### The problem
Pictures must be dropped from the copy of the entries below; all else is returned exactly.

======== Extracted entries

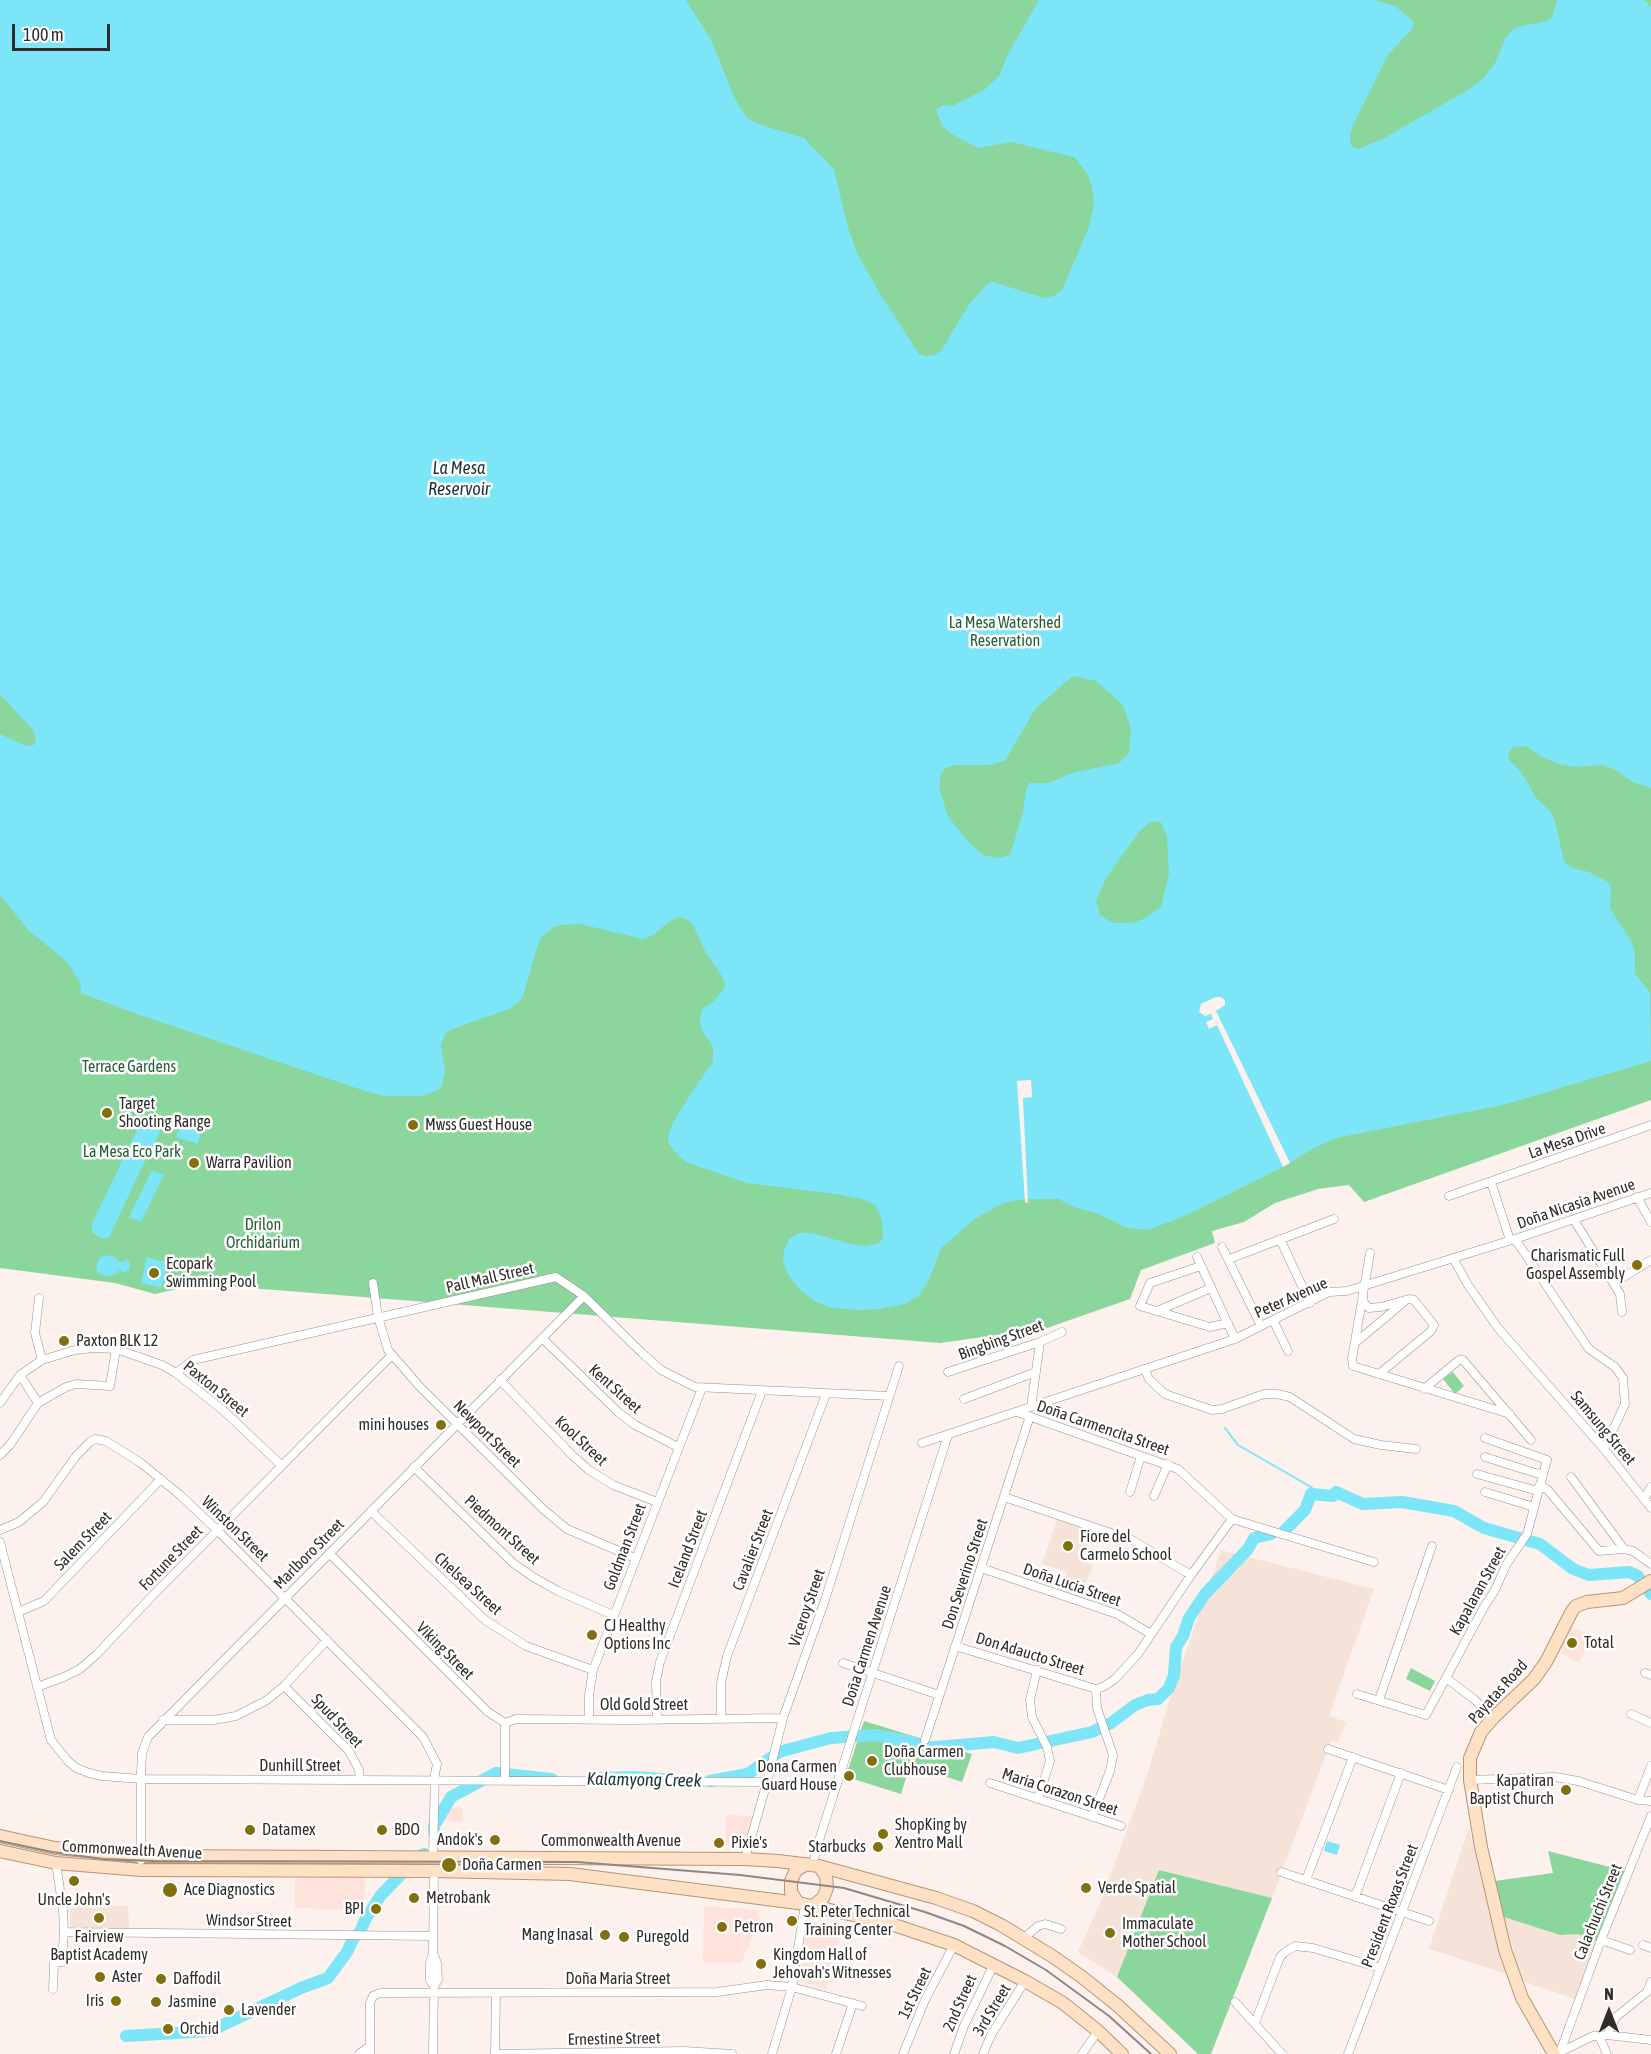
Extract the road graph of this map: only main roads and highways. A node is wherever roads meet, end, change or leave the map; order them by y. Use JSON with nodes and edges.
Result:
{"nodes":[{"id":1,"x":1651,"y":1581,"type":"edge"},
{"id":2,"x":0,"y":1836,"type":"edge"},
{"id":3,"x":0,"y":1851,"type":"edge"},
{"id":4,"x":813,"y":1865,"type":"junction"},
{"id":5,"x":838,"y":1871,"type":"junction"},
{"id":6,"x":805,"y":1904,"type":"junction"},
{"id":7,"x":845,"y":1912,"type":"junction"},
{"id":8,"x":1557,"y":2053,"type":"edge"},
{"id":9,"x":1122,"y":2054,"type":"edge"},
{"id":10,"x":1170,"y":2054,"type":"edge"}],
"edges":[{"from":1,"to":8,"type":"main road","name":"Payatas Road"},
{"from":2,"to":4,"type":"main road","name":"Commonwealth Avenue"},
{"from":3,"to":6,"type":"main road","name":"Commonwealth Avenue"},
{"from":4,"to":5,"type":"main road","name":"Commonwealth Avenue"},
{"from":4,"to":6,"type":"main road"},
{"from":4,"to":6,"type":"main road"},
{"from":5,"to":7,"type":"main road"},
{"from":5,"to":10,"type":"main road","name":"Commonwealth Avenue"},
{"from":6,"to":7,"type":"main road","name":"Commonwealth Avenue"},
{"from":7,"to":9,"type":"main road","name":"Commonwealth Avenue"}]}
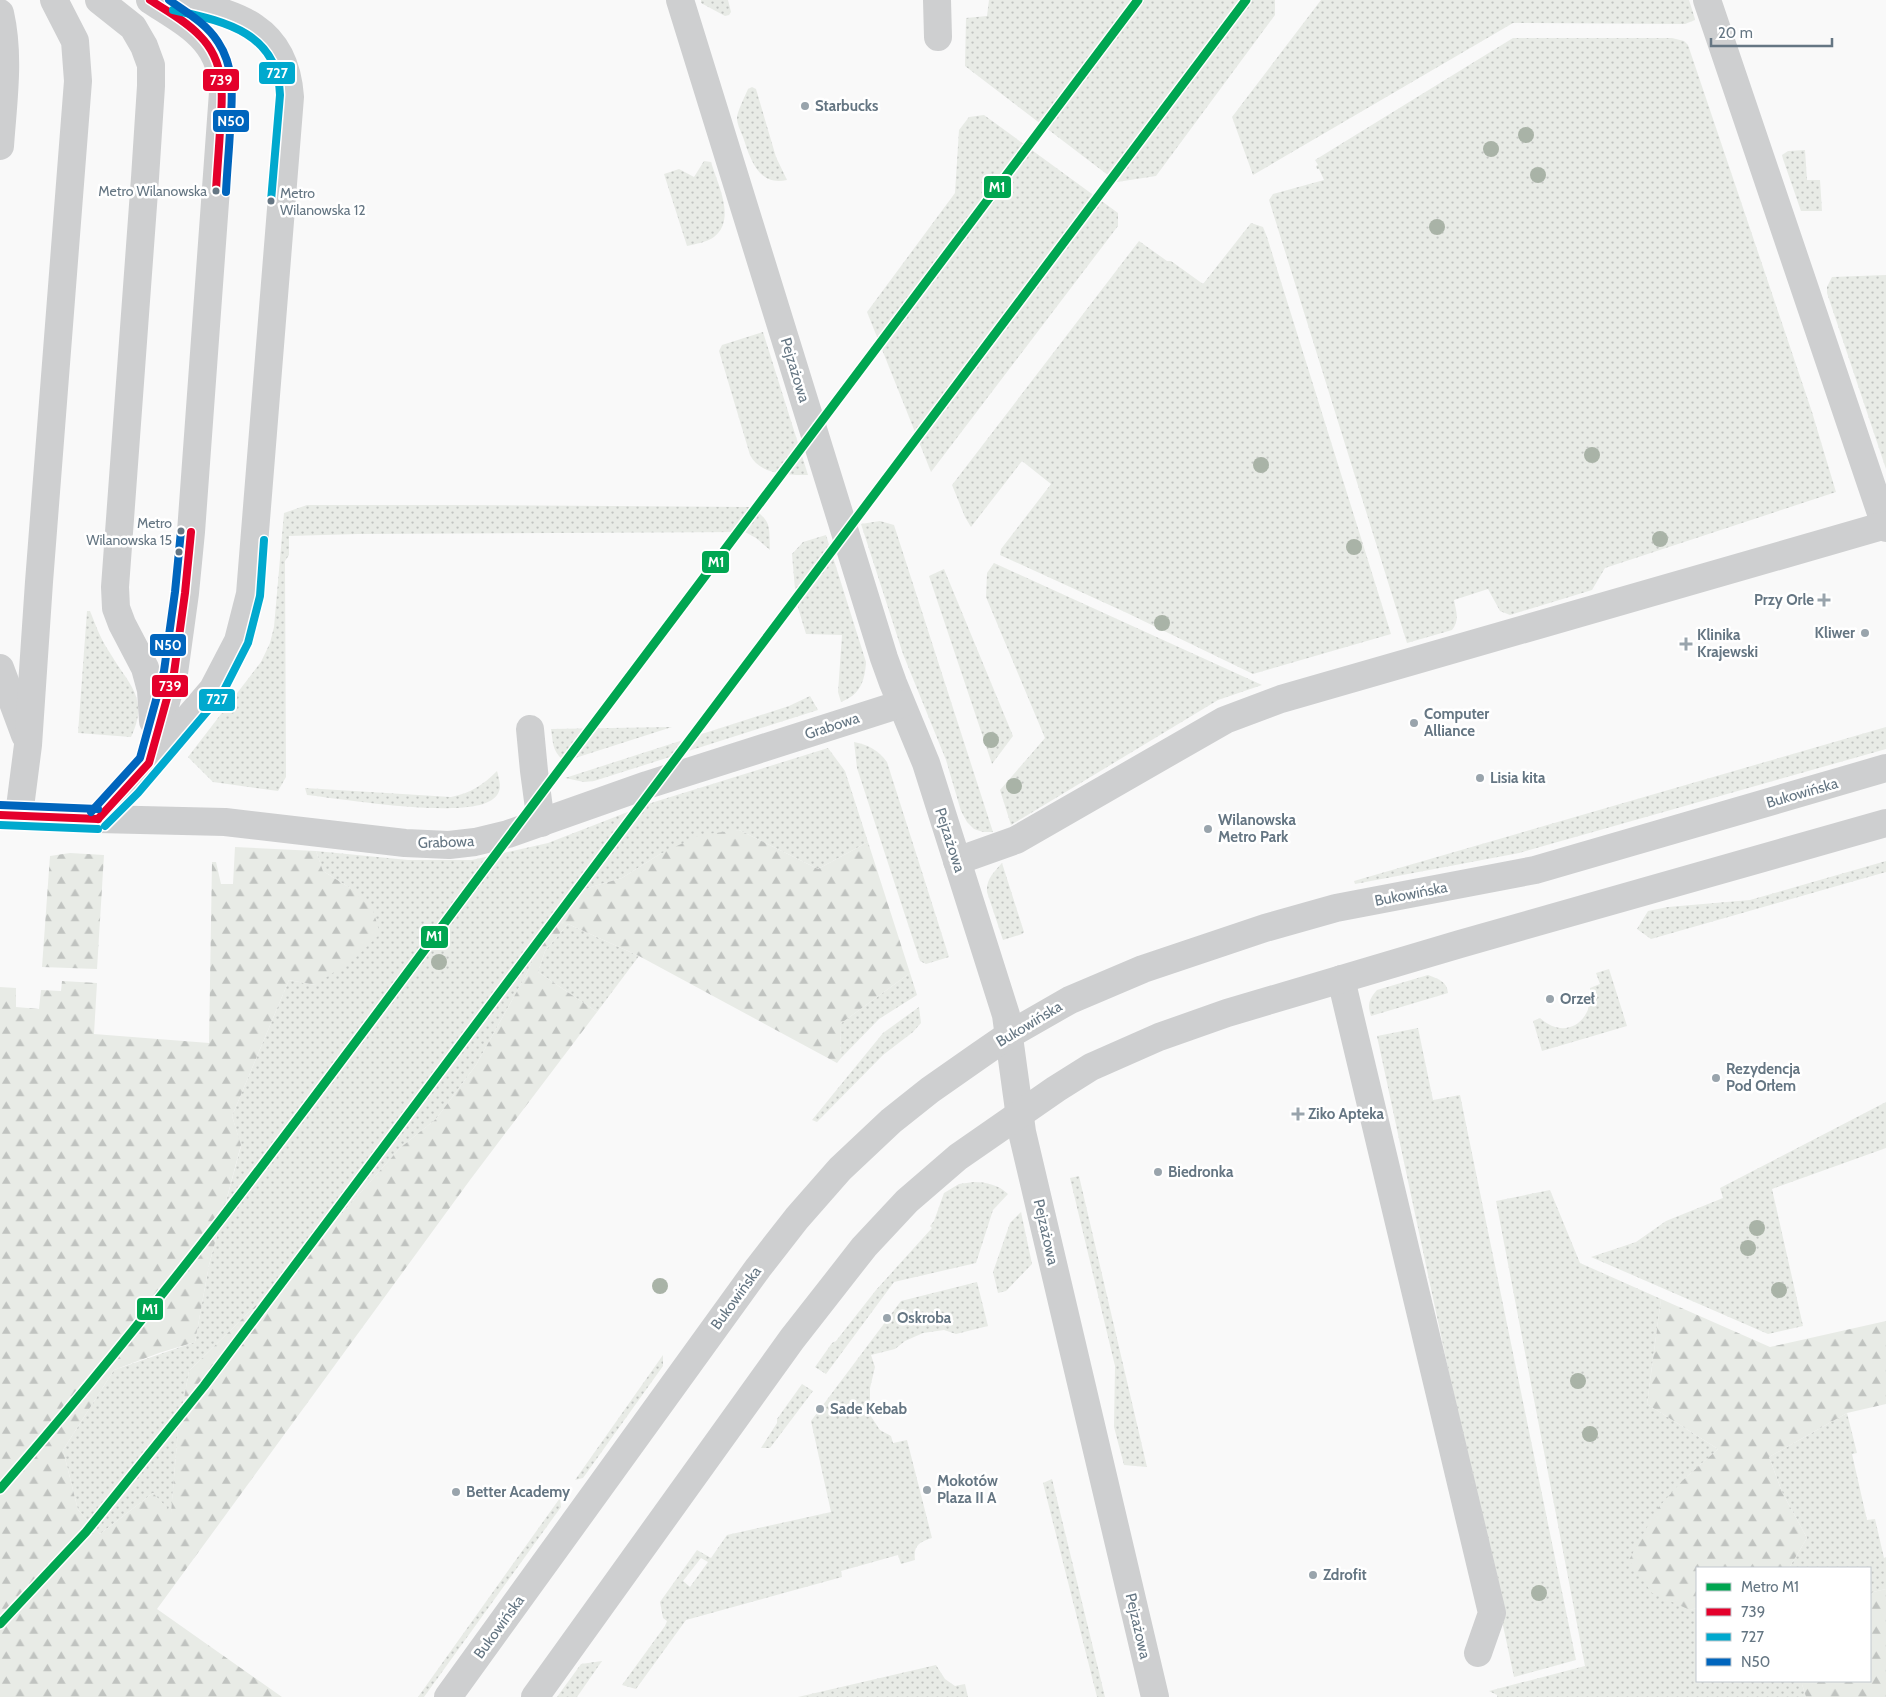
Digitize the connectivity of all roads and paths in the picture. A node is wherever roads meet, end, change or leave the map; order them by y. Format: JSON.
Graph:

================

### Solution to the exercise
Extract the road graph of this map: only main roads and highways. A node is wherever roads meet, end, change or leave the map; order them by y. Use JSON with nodes and edges.
Result:
{"nodes":[{"id":1,"x":1651,"y":1581,"type":"edge"},
{"id":2,"x":0,"y":1836,"type":"edge"},
{"id":3,"x":0,"y":1851,"type":"edge"},
{"id":4,"x":813,"y":1865,"type":"junction"},
{"id":5,"x":838,"y":1871,"type":"junction"},
{"id":6,"x":805,"y":1904,"type":"junction"},
{"id":7,"x":845,"y":1912,"type":"junction"},
{"id":8,"x":1557,"y":2053,"type":"edge"},
{"id":9,"x":1122,"y":2054,"type":"edge"},
{"id":10,"x":1170,"y":2054,"type":"edge"}],
"edges":[{"from":1,"to":8,"type":"main road","name":"Payatas Road"},
{"from":2,"to":4,"type":"main road","name":"Commonwealth Avenue"},
{"from":3,"to":6,"type":"main road","name":"Commonwealth Avenue"},
{"from":4,"to":5,"type":"main road","name":"Commonwealth Avenue"},
{"from":4,"to":6,"type":"main road"},
{"from":4,"to":6,"type":"main road"},
{"from":5,"to":7,"type":"main road"},
{"from":5,"to":10,"type":"main road","name":"Commonwealth Avenue"},
{"from":6,"to":7,"type":"main road","name":"Commonwealth Avenue"},
{"from":7,"to":9,"type":"main road","name":"Commonwealth Avenue"}]}
Digitize the connectivity of all roads and paths in the picture. A node is wherever roads meet, end, change or leave the map; order them by y. Format: JSON.
Graph:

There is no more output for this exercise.